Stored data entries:
·····

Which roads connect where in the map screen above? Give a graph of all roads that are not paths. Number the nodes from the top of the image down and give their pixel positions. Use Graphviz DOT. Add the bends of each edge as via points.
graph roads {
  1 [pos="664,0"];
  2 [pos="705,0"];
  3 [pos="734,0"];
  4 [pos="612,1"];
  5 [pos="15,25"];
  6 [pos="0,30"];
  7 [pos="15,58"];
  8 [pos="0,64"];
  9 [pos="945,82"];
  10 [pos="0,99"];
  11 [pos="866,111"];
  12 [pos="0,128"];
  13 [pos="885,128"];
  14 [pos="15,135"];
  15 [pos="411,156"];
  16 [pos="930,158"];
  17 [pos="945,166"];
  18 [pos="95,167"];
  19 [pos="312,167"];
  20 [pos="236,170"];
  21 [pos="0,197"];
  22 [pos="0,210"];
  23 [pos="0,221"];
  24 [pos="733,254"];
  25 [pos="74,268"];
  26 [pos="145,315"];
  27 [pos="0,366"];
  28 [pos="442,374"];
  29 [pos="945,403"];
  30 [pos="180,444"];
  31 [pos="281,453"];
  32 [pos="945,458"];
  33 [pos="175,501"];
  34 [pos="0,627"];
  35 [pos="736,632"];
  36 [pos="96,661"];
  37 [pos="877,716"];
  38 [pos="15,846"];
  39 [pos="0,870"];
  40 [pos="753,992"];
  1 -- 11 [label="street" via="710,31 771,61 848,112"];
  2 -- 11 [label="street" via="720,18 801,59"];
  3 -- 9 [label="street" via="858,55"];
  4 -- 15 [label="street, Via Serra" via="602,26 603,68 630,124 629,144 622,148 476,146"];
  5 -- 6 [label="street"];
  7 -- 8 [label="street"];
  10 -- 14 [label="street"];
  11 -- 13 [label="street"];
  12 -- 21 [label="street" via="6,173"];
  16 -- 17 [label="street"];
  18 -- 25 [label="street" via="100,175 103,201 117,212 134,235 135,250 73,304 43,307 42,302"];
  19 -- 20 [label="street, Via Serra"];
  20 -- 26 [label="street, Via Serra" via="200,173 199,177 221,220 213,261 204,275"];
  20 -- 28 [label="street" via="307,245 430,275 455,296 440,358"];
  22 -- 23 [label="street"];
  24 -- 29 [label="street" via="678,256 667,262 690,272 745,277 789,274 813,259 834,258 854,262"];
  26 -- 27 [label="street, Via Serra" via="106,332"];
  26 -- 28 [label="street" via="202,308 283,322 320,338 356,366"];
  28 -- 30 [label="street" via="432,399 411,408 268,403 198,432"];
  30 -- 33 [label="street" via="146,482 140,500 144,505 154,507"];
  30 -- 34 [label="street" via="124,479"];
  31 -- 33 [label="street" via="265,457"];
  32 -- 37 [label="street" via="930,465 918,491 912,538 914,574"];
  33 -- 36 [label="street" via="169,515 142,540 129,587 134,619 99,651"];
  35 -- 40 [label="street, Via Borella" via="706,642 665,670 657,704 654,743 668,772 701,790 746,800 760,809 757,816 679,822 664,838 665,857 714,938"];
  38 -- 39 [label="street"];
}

·····

» **INSTRUCTIONS FOR THE TASK**:
Restate all of the entries exactly, please.

» **RESPONSE BELOW**:
Which roads connect where in the map screen above? Give a graph of all roads that are not paths. Number the nodes from the top of the image down and give their pixel positions. Use Graphviz DOT. Add the bends of each edge as via points.
graph roads {
  1 [pos="664,0"];
  2 [pos="705,0"];
  3 [pos="734,0"];
  4 [pos="612,1"];
  5 [pos="15,25"];
  6 [pos="0,30"];
  7 [pos="15,58"];
  8 [pos="0,64"];
  9 [pos="945,82"];
  10 [pos="0,99"];
  11 [pos="866,111"];
  12 [pos="0,128"];
  13 [pos="885,128"];
  14 [pos="15,135"];
  15 [pos="411,156"];
  16 [pos="930,158"];
  17 [pos="945,166"];
  18 [pos="95,167"];
  19 [pos="312,167"];
  20 [pos="236,170"];
  21 [pos="0,197"];
  22 [pos="0,210"];
  23 [pos="0,221"];
  24 [pos="733,254"];
  25 [pos="74,268"];
  26 [pos="145,315"];
  27 [pos="0,366"];
  28 [pos="442,374"];
  29 [pos="945,403"];
  30 [pos="180,444"];
  31 [pos="281,453"];
  32 [pos="945,458"];
  33 [pos="175,501"];
  34 [pos="0,627"];
  35 [pos="736,632"];
  36 [pos="96,661"];
  37 [pos="877,716"];
  38 [pos="15,846"];
  39 [pos="0,870"];
  40 [pos="753,992"];
  1 -- 11 [label="street" via="710,31 771,61 848,112"];
  2 -- 11 [label="street" via="720,18 801,59"];
  3 -- 9 [label="street" via="858,55"];
  4 -- 15 [label="street, Via Serra" via="602,26 603,68 630,124 629,144 622,148 476,146"];
  5 -- 6 [label="street"];
  7 -- 8 [label="street"];
  10 -- 14 [label="street"];
  11 -- 13 [label="street"];
  12 -- 21 [label="street" via="6,173"];
  16 -- 17 [label="street"];
  18 -- 25 [label="street" via="100,175 103,201 117,212 134,235 135,250 73,304 43,307 42,302"];
  19 -- 20 [label="street, Via Serra"];
  20 -- 26 [label="street, Via Serra" via="200,173 199,177 221,220 213,261 204,275"];
  20 -- 28 [label="street" via="307,245 430,275 455,296 440,358"];
  22 -- 23 [label="street"];
  24 -- 29 [label="street" via="678,256 667,262 690,272 745,277 789,274 813,259 834,258 854,262"];
  26 -- 27 [label="street, Via Serra" via="106,332"];
  26 -- 28 [label="street" via="202,308 283,322 320,338 356,366"];
  28 -- 30 [label="street" via="432,399 411,408 268,403 198,432"];
  30 -- 33 [label="street" via="146,482 140,500 144,505 154,507"];
  30 -- 34 [label="street" via="124,479"];
  31 -- 33 [label="street" via="265,457"];
  32 -- 37 [label="street" via="930,465 918,491 912,538 914,574"];
  33 -- 36 [label="street" via="169,515 142,540 129,587 134,619 99,651"];
  35 -- 40 [label="street, Via Borella" via="706,642 665,670 657,704 654,743 668,772 701,790 746,800 760,809 757,816 679,822 664,838 665,857 714,938"];
  38 -- 39 [label="street"];
}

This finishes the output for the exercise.